25.04.2021 | Redacción | Relatos
Por: Isa Hernández
La reunión había estado casi perfecta, hasta divertida, pero había llegado el momento de levantarse y salir con presteza a buscar su auto para ir a casa; su tiempo límite había tocado fin y ya se sentía agobiada. No lo podía soportar, resistía solo un tiempo, pasado este se desesperaba, ya no atendía a nada, su mente estaba ausente; respondía sí o no, de forma automática, sin saber qué era lo que correspondía a cada pregunta. Tampoco le afectaba nada si se daban cuenta, no importaba quien fuera el interlocutor, ni le interesaba si se molestaba o no.
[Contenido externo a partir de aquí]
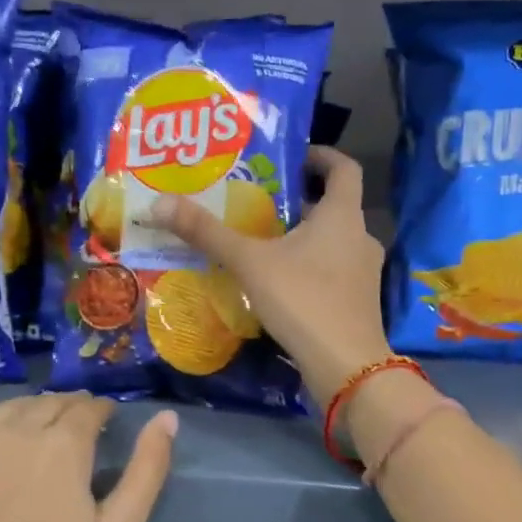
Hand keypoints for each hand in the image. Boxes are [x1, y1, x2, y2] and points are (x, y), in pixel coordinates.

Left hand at [0, 394, 176, 521]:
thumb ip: (147, 471)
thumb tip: (166, 418)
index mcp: (63, 446)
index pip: (89, 409)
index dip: (104, 411)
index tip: (110, 422)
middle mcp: (16, 433)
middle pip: (50, 404)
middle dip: (71, 409)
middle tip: (82, 428)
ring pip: (9, 408)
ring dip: (33, 410)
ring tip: (43, 428)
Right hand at [153, 146, 391, 405]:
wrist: (346, 366)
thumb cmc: (303, 300)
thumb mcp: (250, 263)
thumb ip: (207, 233)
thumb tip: (158, 203)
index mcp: (343, 215)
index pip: (343, 168)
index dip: (321, 155)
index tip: (291, 156)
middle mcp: (360, 237)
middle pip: (332, 206)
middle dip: (297, 200)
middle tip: (257, 200)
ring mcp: (363, 272)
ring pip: (331, 241)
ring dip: (301, 236)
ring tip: (260, 240)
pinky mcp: (358, 301)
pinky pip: (332, 270)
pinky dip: (308, 266)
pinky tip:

Le ocurría en un momento dado sin saber el porqué, no lo podía controlar, ni explicar; nadie la entendería; en lo único que empleaba su mente era en ver la forma de huir, con toda la premura, casi a tropel. Cuando se liberaba y entraba en su auto, bajaba los seguros y, se sentía protegida, nada ni nadie le invadía su espacio; su mente fluía y notaba una placidez enorme, como un regalo que le inundaba de tranquilidad, serenidad y sosiego, y, se regocijaba en su silencio, aunque oyera la música, el ruido del motor, o, el jaleo externo. Lo cierto era que, en su mente reinaba el silencio que ella anhelaba como una necesidad imperiosa. Conducía en solitario y en su silencio mental desfilaban historias fantasmales o de quimeras que surgían de la nada, y, en cuanto llegaba a su morada las escribía y fantaseaba con ellas; a veces, les cambiaba el final, y, las dejaba reposar y, cuando las leía se lo cambiaba de nuevo. Así disfrutaba con los personajes y les daba la vuelta a sus vidas, girándoles los rumbos a sus historias. Cuando regresaba de nuevo al ruido, comenzaba a vaciarse su mente, desapareciendo sus historias, y, entrando de lleno en la fase de tolerancia a la realidad de su existencia.